======== Records supplied
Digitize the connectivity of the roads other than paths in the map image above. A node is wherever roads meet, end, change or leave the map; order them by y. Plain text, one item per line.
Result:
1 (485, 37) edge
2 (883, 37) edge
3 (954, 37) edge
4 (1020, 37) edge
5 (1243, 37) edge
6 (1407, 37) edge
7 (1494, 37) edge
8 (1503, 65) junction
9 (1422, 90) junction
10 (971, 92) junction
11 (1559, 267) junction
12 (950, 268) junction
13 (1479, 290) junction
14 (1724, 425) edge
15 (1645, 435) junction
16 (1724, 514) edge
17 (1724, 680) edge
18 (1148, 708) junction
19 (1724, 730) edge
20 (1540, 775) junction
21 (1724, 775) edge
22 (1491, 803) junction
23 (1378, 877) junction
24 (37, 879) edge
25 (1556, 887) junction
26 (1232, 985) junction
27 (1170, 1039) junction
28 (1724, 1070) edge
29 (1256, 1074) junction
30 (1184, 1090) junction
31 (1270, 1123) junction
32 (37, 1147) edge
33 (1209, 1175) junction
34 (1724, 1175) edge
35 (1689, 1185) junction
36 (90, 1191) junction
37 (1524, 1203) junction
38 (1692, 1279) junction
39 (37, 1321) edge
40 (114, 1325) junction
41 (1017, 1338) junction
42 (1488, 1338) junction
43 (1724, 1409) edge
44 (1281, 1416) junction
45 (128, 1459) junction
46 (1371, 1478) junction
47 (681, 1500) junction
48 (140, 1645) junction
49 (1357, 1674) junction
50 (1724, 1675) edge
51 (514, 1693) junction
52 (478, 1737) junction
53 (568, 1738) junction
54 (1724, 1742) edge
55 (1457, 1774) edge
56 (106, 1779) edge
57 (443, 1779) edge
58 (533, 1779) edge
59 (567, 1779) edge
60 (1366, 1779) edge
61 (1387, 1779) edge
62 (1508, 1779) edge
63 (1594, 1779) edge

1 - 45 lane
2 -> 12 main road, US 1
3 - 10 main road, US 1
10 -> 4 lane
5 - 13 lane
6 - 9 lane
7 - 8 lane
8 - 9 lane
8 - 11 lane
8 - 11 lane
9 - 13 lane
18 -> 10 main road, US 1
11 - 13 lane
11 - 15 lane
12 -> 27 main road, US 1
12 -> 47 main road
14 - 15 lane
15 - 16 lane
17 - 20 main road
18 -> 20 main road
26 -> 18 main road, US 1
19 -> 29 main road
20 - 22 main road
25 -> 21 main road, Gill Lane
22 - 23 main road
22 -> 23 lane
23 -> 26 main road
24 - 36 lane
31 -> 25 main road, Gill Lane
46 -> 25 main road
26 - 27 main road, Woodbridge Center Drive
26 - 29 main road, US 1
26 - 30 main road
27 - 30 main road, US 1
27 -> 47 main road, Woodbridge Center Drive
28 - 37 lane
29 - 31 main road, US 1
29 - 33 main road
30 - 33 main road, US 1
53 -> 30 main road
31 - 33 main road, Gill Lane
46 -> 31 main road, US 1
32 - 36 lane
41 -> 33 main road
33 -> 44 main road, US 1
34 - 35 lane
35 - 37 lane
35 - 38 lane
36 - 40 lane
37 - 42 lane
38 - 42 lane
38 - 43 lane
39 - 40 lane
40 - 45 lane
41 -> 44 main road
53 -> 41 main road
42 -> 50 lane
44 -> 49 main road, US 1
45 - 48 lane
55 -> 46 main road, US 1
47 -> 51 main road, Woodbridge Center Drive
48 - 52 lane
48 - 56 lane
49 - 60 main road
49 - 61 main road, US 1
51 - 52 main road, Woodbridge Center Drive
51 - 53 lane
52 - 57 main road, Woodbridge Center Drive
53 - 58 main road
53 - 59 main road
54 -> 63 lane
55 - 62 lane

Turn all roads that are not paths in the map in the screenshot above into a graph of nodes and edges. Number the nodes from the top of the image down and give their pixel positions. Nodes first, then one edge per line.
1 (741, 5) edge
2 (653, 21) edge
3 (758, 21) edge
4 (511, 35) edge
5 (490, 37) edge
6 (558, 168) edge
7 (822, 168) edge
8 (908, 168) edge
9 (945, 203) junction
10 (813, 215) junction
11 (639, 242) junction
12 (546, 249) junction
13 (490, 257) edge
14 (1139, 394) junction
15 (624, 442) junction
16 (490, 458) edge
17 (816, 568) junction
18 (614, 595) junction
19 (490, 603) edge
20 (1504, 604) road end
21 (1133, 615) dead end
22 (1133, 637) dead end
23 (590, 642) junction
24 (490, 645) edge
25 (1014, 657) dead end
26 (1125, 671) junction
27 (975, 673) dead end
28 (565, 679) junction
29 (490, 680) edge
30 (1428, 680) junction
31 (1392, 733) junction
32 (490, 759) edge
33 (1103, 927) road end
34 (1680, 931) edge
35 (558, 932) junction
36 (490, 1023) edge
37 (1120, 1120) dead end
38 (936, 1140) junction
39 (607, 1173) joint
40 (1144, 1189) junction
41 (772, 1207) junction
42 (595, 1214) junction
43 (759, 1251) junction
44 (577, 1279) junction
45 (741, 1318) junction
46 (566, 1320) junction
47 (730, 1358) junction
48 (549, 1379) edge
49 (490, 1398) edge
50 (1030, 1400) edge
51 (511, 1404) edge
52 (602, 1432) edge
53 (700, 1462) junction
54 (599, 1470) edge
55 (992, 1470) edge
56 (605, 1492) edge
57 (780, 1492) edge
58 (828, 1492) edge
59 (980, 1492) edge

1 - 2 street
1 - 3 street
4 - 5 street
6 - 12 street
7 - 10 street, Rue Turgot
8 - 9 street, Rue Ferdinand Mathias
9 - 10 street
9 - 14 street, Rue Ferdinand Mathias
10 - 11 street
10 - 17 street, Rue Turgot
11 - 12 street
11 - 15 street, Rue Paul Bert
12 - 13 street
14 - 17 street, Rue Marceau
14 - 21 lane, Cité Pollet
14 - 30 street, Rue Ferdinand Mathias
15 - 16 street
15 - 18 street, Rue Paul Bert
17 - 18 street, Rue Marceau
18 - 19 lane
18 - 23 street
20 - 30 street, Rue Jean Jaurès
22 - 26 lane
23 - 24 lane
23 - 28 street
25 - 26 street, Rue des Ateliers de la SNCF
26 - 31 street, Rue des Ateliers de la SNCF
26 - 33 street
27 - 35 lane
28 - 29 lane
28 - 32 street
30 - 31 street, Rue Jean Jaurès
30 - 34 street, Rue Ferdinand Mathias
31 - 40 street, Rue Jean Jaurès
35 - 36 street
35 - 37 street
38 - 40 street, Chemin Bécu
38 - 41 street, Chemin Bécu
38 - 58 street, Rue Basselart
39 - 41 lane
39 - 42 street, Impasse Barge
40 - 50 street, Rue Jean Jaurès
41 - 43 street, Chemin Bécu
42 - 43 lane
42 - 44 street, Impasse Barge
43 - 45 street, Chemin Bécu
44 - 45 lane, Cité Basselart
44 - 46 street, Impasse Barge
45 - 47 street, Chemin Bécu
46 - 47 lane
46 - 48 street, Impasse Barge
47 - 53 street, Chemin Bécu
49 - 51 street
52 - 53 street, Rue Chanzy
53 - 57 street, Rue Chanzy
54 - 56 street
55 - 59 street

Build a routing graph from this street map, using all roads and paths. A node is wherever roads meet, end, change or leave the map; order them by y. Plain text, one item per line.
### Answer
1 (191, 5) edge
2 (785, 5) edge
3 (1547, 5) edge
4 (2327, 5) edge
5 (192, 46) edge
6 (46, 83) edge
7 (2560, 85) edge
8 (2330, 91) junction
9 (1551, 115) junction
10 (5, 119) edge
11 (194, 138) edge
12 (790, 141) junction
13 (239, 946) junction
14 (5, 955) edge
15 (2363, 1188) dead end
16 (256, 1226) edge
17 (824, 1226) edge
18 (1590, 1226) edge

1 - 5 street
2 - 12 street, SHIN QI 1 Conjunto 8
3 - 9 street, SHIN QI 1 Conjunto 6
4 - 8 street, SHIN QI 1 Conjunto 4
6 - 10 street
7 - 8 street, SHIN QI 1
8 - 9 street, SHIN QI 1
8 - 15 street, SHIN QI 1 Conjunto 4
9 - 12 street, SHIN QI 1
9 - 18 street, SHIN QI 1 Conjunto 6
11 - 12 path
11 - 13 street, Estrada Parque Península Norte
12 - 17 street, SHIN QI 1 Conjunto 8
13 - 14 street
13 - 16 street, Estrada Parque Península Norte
================
> Exercise requirements: Which lines in the records above contain the string "Gill"? Copy each one.

> Your response:
25 -> 21 main road, Gill Lane
31 -> 25 main road, Gill Lane
31 - 33 main road, Gill Lane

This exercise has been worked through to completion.